Bayesian Doppler Imaging: Simultaneous Inference of Surface Maps and Geometric Parameters

Original Abstract

We present a fully Bayesian, pixel-based Doppler imaging framework that enables the simultaneous inference of surface brightness maps and geometric parameters, including the inclination $i$ and equatorial rotation velocity $v_{\mathrm{rot}}$, from high-resolution spectral time series. We treat the inference as a Bayesian linear inverse problem conditioned on nonlinear geometric parameters. The surface map is modeled as a Gaussian Process prior over pixel intensities, introducing a characteristic spatial scale that sets the map resolution.
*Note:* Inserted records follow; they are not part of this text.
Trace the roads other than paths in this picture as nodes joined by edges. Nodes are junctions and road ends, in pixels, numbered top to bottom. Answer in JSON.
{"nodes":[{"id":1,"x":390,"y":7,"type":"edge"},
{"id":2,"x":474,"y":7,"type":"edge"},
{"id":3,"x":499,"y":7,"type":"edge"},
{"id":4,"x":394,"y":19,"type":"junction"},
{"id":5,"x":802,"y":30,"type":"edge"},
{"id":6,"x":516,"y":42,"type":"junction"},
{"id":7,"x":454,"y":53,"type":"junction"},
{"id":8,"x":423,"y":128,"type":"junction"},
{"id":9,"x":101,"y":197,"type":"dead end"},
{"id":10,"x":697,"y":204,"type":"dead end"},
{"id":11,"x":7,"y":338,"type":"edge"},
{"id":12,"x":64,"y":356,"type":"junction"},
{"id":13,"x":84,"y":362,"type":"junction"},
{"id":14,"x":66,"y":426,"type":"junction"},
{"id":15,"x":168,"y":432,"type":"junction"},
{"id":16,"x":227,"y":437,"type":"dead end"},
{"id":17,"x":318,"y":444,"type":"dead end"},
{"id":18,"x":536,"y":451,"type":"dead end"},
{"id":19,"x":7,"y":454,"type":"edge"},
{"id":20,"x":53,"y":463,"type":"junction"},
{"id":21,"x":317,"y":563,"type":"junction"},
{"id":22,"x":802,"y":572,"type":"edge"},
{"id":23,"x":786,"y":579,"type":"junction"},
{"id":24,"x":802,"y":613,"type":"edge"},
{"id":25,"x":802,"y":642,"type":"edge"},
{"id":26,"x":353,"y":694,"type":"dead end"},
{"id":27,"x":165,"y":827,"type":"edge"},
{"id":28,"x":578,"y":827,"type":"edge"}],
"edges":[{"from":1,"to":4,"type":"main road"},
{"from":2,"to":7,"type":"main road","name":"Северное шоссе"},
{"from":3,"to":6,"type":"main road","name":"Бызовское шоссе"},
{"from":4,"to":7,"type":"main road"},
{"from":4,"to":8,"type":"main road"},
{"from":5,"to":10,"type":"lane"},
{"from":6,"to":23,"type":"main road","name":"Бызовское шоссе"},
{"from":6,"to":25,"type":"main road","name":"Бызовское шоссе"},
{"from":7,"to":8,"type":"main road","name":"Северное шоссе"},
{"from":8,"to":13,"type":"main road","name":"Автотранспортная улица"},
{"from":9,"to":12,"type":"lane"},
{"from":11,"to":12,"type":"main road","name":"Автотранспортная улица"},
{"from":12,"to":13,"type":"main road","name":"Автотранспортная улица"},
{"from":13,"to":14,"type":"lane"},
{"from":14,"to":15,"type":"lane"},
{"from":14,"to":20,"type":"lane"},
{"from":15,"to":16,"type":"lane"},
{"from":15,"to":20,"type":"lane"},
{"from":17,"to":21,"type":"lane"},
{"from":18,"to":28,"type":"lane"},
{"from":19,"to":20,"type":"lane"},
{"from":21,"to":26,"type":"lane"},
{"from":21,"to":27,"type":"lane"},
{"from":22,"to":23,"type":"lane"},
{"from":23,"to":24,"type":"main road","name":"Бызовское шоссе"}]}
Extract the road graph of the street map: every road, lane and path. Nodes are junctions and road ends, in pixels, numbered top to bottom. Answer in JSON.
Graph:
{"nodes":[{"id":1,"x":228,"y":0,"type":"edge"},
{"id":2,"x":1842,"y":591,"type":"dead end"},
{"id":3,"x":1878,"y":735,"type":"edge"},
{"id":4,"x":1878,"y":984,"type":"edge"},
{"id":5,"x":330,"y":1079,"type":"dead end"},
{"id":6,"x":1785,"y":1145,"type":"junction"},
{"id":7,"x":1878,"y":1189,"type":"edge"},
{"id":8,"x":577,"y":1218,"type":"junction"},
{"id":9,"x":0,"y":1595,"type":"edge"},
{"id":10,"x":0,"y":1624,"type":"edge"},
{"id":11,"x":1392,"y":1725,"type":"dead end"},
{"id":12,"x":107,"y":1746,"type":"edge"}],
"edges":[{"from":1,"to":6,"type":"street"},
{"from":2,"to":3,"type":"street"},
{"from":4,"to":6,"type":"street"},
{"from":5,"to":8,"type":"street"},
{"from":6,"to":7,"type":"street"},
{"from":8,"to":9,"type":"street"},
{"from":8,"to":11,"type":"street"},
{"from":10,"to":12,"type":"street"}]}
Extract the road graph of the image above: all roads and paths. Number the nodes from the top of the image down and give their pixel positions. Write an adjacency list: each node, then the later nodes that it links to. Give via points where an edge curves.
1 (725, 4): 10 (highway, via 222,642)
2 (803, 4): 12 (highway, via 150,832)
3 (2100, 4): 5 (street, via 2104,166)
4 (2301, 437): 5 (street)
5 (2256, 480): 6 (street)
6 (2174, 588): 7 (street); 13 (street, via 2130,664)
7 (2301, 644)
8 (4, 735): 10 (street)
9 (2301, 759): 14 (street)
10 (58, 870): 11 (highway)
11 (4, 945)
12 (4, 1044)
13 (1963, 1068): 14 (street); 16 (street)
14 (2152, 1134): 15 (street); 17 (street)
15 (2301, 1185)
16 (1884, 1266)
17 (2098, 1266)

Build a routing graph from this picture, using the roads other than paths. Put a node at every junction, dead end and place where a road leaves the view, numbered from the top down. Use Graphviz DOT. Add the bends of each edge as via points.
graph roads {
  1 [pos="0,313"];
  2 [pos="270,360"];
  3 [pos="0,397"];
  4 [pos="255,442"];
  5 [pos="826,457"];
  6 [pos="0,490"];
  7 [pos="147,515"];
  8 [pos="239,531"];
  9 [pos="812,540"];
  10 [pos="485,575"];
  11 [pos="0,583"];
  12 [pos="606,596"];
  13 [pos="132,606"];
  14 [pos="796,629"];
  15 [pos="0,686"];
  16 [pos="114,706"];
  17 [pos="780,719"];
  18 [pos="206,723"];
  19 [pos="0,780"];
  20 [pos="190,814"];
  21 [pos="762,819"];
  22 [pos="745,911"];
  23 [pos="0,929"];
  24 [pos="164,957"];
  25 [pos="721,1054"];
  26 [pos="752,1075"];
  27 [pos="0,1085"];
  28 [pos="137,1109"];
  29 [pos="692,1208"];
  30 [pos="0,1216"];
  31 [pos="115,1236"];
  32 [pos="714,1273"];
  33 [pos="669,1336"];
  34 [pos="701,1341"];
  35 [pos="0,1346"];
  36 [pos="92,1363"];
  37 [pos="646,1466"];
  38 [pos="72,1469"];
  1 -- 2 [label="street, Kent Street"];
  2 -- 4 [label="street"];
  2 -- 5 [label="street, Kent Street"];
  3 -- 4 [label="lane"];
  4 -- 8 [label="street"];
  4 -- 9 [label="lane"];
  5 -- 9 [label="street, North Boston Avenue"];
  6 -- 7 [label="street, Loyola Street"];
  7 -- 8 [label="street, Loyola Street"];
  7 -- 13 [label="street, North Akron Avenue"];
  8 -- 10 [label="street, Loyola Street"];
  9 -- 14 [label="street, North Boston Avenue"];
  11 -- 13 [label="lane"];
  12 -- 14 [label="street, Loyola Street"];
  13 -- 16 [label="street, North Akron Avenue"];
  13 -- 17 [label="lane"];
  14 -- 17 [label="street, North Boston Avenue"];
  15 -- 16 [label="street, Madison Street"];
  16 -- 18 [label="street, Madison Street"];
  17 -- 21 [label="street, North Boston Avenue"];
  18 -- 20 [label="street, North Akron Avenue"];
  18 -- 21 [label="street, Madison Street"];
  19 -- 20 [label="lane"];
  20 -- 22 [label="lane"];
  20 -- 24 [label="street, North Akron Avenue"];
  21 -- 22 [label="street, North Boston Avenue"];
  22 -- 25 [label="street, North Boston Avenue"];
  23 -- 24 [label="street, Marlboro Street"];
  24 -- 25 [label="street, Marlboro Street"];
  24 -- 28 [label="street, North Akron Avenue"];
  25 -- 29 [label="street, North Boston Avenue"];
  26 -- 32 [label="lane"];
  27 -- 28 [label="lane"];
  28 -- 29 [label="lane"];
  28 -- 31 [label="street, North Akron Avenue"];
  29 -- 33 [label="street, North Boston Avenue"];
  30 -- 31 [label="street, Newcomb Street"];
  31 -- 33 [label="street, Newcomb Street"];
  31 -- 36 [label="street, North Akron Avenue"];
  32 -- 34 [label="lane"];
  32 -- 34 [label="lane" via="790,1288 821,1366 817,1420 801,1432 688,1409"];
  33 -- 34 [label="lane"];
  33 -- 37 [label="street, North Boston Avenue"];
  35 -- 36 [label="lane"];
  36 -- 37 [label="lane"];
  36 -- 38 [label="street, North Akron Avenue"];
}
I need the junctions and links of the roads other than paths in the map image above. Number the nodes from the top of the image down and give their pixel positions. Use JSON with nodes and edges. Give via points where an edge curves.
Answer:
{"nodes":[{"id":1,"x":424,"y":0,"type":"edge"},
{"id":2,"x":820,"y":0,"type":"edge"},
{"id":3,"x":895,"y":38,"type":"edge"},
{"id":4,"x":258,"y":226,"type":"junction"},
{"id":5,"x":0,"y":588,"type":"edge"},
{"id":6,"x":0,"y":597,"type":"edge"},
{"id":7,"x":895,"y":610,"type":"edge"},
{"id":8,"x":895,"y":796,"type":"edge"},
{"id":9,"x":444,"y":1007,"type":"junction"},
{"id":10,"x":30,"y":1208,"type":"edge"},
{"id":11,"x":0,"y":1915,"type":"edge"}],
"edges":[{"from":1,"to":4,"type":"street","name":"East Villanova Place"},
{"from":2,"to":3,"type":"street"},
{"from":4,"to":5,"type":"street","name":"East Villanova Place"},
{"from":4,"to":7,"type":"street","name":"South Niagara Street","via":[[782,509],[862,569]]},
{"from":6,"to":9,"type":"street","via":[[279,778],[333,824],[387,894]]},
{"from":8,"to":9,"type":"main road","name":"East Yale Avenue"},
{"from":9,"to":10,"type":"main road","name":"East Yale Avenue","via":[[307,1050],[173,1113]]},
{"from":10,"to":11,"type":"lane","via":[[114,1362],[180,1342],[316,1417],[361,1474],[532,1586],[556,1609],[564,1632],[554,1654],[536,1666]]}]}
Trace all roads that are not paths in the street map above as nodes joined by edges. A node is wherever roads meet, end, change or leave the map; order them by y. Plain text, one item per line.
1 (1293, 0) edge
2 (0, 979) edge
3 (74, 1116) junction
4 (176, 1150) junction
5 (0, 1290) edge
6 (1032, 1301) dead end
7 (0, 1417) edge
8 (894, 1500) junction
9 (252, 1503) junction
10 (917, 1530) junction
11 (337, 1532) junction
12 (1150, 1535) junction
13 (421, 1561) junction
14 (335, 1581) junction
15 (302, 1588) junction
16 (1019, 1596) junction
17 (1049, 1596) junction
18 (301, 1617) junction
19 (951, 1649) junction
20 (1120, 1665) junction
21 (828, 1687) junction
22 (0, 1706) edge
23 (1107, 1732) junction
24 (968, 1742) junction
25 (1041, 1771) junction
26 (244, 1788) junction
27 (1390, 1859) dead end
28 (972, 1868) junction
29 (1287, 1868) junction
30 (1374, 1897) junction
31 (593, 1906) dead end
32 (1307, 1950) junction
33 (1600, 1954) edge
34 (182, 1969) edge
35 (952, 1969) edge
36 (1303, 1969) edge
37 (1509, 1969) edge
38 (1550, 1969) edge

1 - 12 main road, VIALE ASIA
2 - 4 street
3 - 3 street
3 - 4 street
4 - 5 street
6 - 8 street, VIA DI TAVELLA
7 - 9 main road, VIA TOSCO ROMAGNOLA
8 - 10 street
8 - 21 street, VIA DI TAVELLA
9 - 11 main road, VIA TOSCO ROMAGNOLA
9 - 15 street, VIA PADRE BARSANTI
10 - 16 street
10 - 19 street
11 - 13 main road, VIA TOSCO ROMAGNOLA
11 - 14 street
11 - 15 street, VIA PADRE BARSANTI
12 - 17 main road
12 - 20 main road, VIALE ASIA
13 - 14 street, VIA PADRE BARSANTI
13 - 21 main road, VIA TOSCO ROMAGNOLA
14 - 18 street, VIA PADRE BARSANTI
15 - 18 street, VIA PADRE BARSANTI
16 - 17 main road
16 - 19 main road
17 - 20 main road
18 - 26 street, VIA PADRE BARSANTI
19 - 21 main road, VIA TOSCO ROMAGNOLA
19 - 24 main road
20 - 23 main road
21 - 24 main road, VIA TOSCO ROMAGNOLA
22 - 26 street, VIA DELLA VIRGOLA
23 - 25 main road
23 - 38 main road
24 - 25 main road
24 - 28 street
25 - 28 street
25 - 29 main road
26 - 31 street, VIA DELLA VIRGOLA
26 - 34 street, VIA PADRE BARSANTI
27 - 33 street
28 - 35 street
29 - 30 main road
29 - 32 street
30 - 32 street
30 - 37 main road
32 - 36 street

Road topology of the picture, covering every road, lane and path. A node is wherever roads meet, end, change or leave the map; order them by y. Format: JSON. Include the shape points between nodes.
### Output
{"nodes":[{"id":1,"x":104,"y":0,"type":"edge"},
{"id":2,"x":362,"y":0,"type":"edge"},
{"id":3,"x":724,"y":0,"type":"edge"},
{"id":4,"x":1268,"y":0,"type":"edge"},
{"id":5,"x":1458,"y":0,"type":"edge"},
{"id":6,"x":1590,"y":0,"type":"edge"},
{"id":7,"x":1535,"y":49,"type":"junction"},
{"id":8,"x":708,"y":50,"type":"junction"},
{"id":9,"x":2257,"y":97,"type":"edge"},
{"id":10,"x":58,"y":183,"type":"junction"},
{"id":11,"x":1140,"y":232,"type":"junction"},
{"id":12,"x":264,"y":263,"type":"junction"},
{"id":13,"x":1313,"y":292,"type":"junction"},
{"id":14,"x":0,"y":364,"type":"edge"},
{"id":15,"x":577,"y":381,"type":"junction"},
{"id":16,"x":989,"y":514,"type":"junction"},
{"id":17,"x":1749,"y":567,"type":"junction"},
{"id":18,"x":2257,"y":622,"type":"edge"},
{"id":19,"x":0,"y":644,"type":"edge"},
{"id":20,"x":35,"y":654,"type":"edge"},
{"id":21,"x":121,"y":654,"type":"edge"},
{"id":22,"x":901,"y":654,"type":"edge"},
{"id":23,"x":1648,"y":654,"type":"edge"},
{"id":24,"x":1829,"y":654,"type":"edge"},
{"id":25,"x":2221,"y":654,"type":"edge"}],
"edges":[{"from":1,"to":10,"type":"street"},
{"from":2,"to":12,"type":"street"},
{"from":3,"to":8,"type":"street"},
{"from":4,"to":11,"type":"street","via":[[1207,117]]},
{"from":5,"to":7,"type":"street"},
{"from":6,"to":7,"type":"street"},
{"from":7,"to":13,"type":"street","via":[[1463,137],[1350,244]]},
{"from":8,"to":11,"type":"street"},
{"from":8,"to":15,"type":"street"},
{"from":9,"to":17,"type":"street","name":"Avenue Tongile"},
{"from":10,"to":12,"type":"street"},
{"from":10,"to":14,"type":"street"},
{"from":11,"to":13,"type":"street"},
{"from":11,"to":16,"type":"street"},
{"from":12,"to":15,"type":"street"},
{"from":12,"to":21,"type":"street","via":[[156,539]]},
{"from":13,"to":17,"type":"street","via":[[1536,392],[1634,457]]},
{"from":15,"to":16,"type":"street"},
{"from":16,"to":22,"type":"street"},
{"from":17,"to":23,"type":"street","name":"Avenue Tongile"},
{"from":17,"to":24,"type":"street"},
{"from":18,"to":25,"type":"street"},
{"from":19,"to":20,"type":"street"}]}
This allows analytical marginalization of the linear coefficients and efficient sampling of the nonlinear parameters with Hamiltonian Monte Carlo. {Validation with synthetic data demonstrates that our method recovers the longitudes of large-scale surface inhomogeneities and constrains $v_{\mathrm{rot}}$ and $i$ under the adopted model assumptions, while also revealing the limited latitudinal sensitivity intrinsic to Doppler imaging.} We applied this framework to high-resolution VLT/CRIRES observations of the brown dwarf Luhman 16B. Our analysis reveals a large-scale dark region at mid-latitudes, consistent with previous studies but now with spatially resolved uncertainty estimates. Furthermore, we successfully constrained the geometric parameters without fixing \(v_{\mathrm{rot}}\sin i\) or $i$ to literature values, deriving an inclination of $i = 61.0_{-12.3}^{+14.3}$ degrees and an equatorial rotation velocity of $v_{\mathrm{rot}} = 31.2_{-3.1}^{+5.3}~\mathrm{km\,s^{-1}}$. These results indicate a radius broadly consistent with evolutionary models and suggest a possible spin-axis misalignment under the assumption of comparable equatorial rotation velocities for the two components. Our code is publicly available under the MIT license.